AI companies claim that their models don't have dangerous capabilities on the basis of tests called model evals. Two examples of evals are the Virology Capabilities Test, a set of 300 very difficult virology questions, and SWE-bench Verified, a set of 500 real-world coding tasks.

Distinguish two aspects of how a model behaves when asked to do a task:

  • Capability: how well the model can do the thing if it tries.
  • Propensity: how likely the model is to try.

Capability is more important; I focus on it.[✲]

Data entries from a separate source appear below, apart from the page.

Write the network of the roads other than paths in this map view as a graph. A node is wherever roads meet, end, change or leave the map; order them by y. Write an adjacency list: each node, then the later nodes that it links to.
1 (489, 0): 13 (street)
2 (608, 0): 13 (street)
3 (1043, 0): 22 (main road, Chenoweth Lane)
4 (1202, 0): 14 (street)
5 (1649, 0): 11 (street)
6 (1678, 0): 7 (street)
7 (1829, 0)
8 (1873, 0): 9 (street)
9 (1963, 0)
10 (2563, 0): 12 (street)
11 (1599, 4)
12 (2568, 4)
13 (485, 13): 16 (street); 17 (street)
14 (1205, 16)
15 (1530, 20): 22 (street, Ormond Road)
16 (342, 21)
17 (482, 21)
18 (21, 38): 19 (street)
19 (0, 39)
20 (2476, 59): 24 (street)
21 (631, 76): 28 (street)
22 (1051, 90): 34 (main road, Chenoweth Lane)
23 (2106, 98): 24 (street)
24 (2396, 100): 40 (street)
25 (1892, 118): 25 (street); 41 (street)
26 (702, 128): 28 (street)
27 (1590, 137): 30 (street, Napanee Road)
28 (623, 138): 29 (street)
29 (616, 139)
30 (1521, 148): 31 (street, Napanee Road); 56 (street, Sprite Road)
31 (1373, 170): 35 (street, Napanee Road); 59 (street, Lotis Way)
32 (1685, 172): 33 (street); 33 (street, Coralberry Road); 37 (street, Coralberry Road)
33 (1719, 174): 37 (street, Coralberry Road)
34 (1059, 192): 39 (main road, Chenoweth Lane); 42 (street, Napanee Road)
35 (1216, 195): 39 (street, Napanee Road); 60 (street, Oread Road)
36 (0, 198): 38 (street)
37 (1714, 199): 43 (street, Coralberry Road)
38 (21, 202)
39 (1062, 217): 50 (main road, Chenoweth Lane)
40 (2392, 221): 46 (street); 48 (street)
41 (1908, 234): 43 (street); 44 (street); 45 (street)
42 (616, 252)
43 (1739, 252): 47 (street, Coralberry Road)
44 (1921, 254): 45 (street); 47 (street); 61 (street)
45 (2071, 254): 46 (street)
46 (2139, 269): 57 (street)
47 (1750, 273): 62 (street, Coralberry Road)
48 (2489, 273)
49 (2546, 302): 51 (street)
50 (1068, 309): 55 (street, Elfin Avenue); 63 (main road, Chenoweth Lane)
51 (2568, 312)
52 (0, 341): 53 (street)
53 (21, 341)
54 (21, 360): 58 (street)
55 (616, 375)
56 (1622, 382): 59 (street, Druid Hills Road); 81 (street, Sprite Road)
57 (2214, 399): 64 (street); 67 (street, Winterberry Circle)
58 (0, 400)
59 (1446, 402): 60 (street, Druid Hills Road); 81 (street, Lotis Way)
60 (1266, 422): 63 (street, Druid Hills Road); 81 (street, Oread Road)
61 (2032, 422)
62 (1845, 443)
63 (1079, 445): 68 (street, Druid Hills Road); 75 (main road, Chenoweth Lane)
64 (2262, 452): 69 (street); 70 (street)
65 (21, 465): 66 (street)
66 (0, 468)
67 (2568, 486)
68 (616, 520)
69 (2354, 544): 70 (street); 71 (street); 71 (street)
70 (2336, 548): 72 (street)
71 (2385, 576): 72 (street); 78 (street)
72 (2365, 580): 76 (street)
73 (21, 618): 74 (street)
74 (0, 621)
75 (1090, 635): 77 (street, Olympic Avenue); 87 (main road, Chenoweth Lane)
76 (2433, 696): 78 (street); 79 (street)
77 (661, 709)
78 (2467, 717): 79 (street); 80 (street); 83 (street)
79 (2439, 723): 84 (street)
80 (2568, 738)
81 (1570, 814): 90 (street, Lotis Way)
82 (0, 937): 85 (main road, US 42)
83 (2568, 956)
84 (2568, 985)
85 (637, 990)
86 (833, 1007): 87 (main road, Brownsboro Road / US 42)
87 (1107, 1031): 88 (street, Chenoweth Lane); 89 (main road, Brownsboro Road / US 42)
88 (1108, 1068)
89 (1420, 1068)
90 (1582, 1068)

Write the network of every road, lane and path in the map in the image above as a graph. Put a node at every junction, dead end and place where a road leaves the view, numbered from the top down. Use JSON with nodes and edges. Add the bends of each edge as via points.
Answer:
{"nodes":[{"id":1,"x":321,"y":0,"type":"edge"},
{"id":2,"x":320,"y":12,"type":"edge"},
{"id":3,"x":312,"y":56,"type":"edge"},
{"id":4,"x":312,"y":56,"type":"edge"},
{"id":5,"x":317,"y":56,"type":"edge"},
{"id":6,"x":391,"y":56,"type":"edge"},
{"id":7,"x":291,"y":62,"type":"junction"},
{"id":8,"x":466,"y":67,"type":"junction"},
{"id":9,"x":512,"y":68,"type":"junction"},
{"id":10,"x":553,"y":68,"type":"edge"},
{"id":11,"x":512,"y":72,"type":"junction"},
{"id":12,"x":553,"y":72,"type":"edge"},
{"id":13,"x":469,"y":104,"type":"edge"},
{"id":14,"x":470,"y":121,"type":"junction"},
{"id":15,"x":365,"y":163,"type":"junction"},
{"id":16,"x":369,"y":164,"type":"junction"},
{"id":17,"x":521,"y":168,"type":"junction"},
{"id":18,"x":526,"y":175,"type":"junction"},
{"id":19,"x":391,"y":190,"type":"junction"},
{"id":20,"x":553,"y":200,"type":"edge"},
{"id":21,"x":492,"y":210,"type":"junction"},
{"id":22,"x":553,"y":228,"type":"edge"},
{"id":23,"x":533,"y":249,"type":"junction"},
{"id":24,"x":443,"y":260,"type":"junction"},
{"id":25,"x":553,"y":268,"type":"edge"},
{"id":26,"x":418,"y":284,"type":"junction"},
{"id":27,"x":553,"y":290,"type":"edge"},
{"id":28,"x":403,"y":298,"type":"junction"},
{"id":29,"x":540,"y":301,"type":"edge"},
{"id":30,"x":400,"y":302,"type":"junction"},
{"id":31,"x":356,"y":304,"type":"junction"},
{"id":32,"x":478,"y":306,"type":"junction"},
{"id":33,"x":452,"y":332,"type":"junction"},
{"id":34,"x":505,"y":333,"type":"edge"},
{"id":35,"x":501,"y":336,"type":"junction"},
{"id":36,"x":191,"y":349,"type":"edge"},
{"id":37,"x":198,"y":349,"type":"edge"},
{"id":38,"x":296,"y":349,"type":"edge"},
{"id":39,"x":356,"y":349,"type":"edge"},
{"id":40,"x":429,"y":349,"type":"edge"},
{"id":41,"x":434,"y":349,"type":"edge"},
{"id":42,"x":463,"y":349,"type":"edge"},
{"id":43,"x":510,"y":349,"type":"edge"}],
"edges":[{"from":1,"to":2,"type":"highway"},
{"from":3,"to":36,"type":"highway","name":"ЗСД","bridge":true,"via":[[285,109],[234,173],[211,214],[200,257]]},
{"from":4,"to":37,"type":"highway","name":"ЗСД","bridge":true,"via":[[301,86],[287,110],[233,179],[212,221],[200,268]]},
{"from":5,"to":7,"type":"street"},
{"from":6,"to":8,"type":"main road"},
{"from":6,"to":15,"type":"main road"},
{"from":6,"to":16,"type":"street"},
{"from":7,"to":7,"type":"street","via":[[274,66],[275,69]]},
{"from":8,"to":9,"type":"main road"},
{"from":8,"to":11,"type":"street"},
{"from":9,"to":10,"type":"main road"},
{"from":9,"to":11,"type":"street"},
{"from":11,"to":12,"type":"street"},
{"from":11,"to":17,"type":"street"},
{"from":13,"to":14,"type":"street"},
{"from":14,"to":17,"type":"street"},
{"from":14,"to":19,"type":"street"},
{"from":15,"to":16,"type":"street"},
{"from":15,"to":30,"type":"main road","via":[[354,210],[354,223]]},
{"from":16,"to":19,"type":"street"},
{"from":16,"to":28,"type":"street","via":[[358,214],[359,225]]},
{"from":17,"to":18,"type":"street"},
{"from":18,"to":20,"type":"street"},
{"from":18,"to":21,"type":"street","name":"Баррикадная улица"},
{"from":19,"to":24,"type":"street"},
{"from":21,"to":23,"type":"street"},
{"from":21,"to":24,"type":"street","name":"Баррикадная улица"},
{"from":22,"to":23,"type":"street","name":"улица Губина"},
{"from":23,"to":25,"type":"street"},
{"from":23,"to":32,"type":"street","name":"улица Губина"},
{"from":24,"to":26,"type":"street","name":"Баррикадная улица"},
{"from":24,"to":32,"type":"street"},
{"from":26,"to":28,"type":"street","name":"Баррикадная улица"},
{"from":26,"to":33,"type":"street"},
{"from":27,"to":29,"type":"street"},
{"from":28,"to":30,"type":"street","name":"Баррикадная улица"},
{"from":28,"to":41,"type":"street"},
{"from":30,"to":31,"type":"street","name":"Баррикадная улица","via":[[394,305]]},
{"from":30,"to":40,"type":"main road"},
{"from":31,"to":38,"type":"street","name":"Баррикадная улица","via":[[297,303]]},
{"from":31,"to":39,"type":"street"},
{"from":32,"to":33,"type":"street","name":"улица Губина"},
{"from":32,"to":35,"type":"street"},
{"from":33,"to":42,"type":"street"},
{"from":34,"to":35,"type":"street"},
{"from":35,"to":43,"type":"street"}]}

If everything goes right, then an eval result tells you how capable the AI is on that kind of task. From this, you can infer what risks it presents and what safety measures are appropriate.

Unfortunately, there are many ways things can go wrong, and evals often substantially underestimate the model's capabilities. Questions are impossible because they omit necessary information or the system for checking answers is broken, or the model solves the problem but formats its answer incorrectly, or the model wasn't given crucial tools, or the question is asked in a way that caused the model to not try hard or give up too quickly or refuse to try. Sophisticated users in the real world won't have these issues — they'll give the model tools, notice and respond if it often gets stuck for a dumb reason, and fix other spurious failures.[✲]

Besides doing the evals well, using evals to determine that a model is safe also requires correctly determining what capabilities would be dangerous, correctly interpreting eval results, and responding well if the evals indicate danger. A serious mistake in any single part of the process can invalidate the whole plan.

In this site, I consider five categories of evals: biology[✲] capabilities, offensive cyber capabilities, AI R&D capabilities, scheming capabilities, and misalignment propensity. This breakdown and focus is standard among the AI companies.